[Your assignment]:
A complete answer lists every line of the material where the string "Kanwali" occurs.

[Records for the task]:
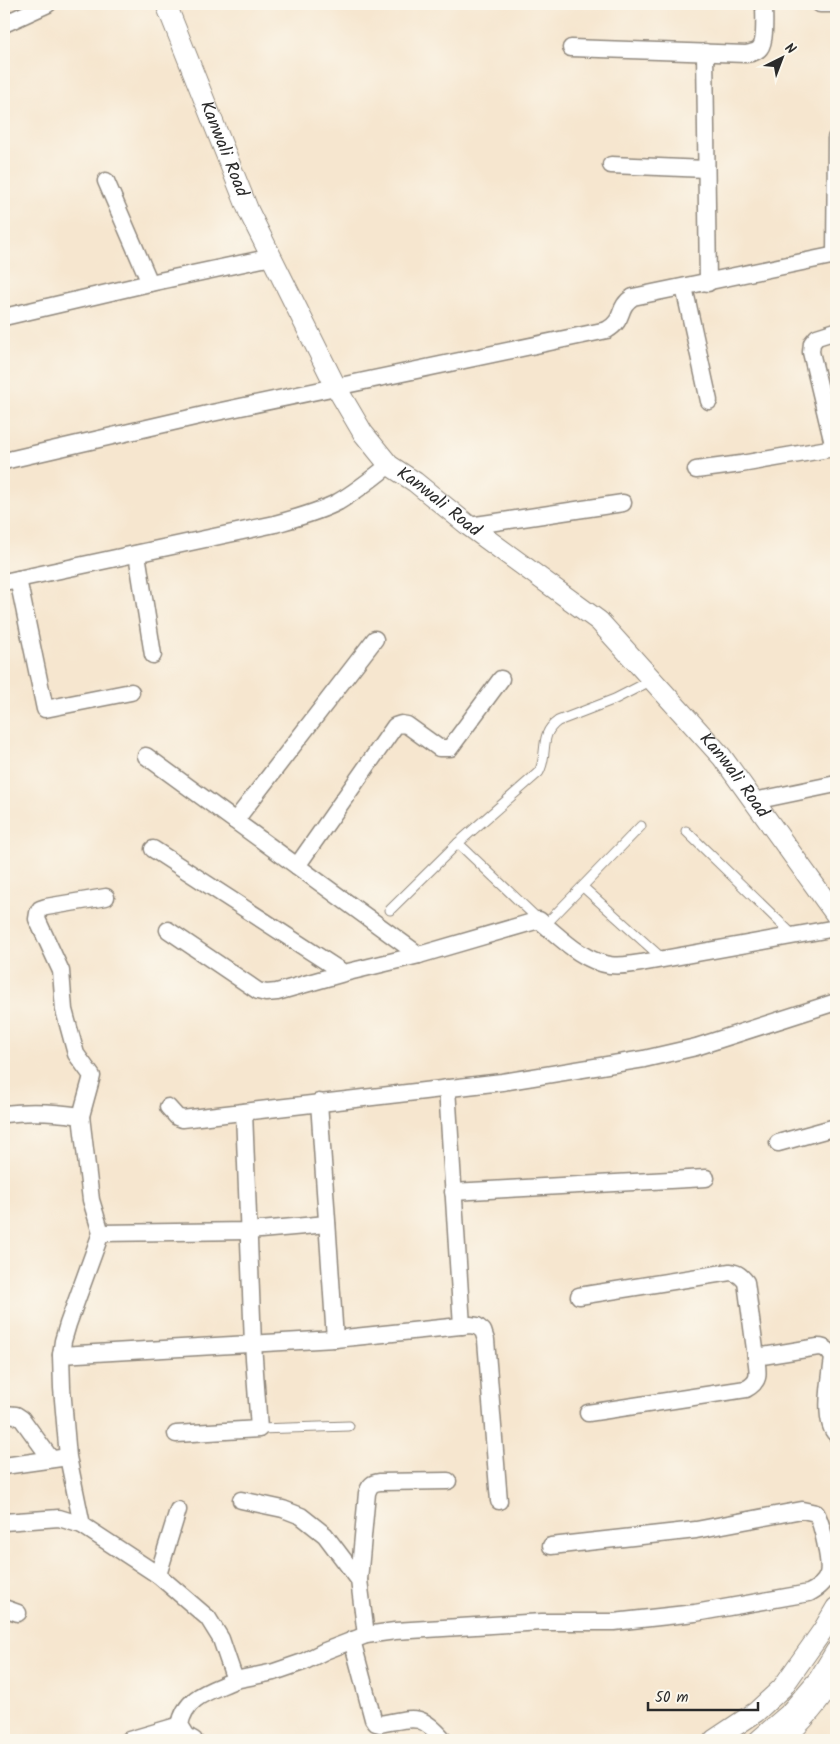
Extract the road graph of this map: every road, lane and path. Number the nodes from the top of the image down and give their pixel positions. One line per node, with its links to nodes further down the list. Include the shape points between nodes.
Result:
1 (48, 4): 6 (street)
2 (166, 4): 14 (street, Kanwali Road, via 249,212)
3 (764, 4): 8 (street, via 761,48 746,54)
4 (820, 4): 5 (street)
5 (836, 4)
6 (4, 24)
7 (570, 48): 8 (street)
8 (705, 52): 11 (street)
9 (836, 138): 13 (street)
10 (611, 164): 11 (street)
11 (706, 169): 16 (street)
12 (106, 181): 15 (street)
13 (835, 255): 16 (street)
14 (272, 257): 15 (street); 20 (street, Kanwali Road)
15 (150, 283): 18 (street)
16 (708, 283): 17 (street)
17 (684, 287): 20 (street, via 632,297 622,309 616,325 607,330); 21 (street)
18 (4, 317)
19 (836, 331): 22 (street, via 816,338 812,343)
20 (336, 386): 23 (street); 24 (street, Kanwali Road, via 363,433)
21 (709, 401)
22 (835, 453): 25 (street)
23 (4, 462)
24 (389, 465): 27 (street, Kanwali Road); 28 (street, via 337,502 306,515)
25 (696, 470)
26 (623, 502): 27 (street)
27 (469, 526): 33 (street, Kanwali Road, via 599,621)
28 (137, 554): 29 (street); 31 (street)
29 (11, 581): 34 (street, via 45,709)
30 (375, 639): 38 (street)
31 (154, 655)
32 (501, 679): 43 (street, via 450,748 439,748 407,725 395,726)
33 (652, 680): 37 (street, Kanwali Road, via 722,757); 41 (lane, via 615,700 551,726 546,733 544,758 538,772)
34 (131, 692)
35 (146, 756): 38 (street)
36 (836, 784): 37 (street)
37 (754, 801): 47 (street, Kanwali Road)
38 (235, 821): 43 (street)
39 (641, 826): 44 (lane)
40 (686, 831): 51 (lane)
41 (458, 843): 46 (lane); 48 (lane)
42 (153, 850): 54 (street)
43 (298, 866): 52 (street)
44 (583, 887): 48 (lane); 53 (lane)
45 (106, 897): 61 (street, via 40,909 37,919 61,971 64,1010 76,1054 92,1076)
46 (390, 910)
47 (836, 915)
48 (542, 922): 52 (street); 53 (street, via 578,952 610,965)
49 (836, 928): 51 (street)
50 (168, 930): 54 (street, via 258,991 266,993)
51 (793, 936): 53 (street)
52 (419, 955): 54 (street)
53 (663, 959)
54 (344, 973)
55 (836, 1002): 56 (street, via 696,1047 644,1059)
56 (447, 1088): 57 (street); 65 (street)
57 (319, 1102): 59 (street); 66 (street)
58 (168, 1107): 59 (street, via 176,1117 182,1118)
59 (244, 1112): 67 (street)
60 (4, 1114): 61 (street, via 55,1112)
61 (81, 1116): 68 (street, via 91,1200)
62 (836, 1127): 63 (street)
63 (778, 1143)
64 (706, 1178): 65 (street)
65 (453, 1192): 70 (street)
66 (327, 1224): 67 (street); 71 (street)
67 (249, 1231): 68 (street); 72 (street)
68 (101, 1233): 73 (street, via 68,1324)
69 (578, 1296): 74 (street, via 735,1272 746,1282)
70 (462, 1326): 71 (street); 86 (street, via 477,1326 486,1340)
71 (334, 1339): 72 (street)
72 (253, 1344): 73 (street); 78 (street)
73 (61, 1355): 81 (street)
74 (756, 1358): 75 (street, via 757,1380 746,1389); 80 (street, via 818,1347 829,1351 833,1358 828,1413)
75 (588, 1413)
76 (4, 1414): 82 (street, via 16,1414 22,1419)
77 (349, 1426): 78 (lane)
78 (258, 1429): 79 (street)
79 (176, 1434)
80 (836, 1434)
81 (68, 1457): 82 (street); 89 (street)
82 (51, 1459): 83 (street)
83 (4, 1466)
84 (448, 1481): 92 (street, via 380,1482 369,1486)
85 (241, 1500): 92 (street, via 300,1516 325,1535)
86 (499, 1501)
87 (178, 1510): 91 (street)
88 (4, 1522): 89 (street, via 59,1518)
89 (82, 1525): 91 (street)
90 (552, 1546): 95 (street, via 696,1530 802,1510 816,1513 821,1521 829,1568 822,1584 809,1593 695,1613 614,1622 522,1623 396,1631)
91 (158, 1575): 98 (street, via 208,1618 221,1639)
92 (359, 1580): 95 (street)
93 (836, 1608): 104 (street, via 782,1688 756,1712)
94 (836, 1629): 105 (street, via 786,1699 763,1722)
95 (359, 1637): 98 (street, via 303,1662); 103 (street, via 376,1723 418,1719)
96 (836, 1651): 106 (street, via 789,1714)
97 (836, 1677): 100 (street)
98 (236, 1680): 99 (street, via 186,1706)
99 (180, 1725): 101 (street); 102 (street)
100 (790, 1737)
101 (129, 1740)
102 (194, 1740)
103 (444, 1740)
104 (714, 1740)
105 (736, 1740)
106 (759, 1740)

[Exercise solution]:
2 (166, 4): 14 (street, Kanwali Road, via 249,212)
14 (272, 257): 15 (street); 20 (street, Kanwali Road)
20 (336, 386): 23 (street); 24 (street, Kanwali Road, via 363,433)
24 (389, 465): 27 (street, Kanwali Road); 28 (street, via 337,502 306,515)
27 (469, 526): 33 (street, Kanwali Road, via 599,621)
33 (652, 680): 37 (street, Kanwali Road, via 722,757); 41 (lane, via 615,700 551,726 546,733 544,758 538,772)
37 (754, 801): 47 (street, Kanwali Road)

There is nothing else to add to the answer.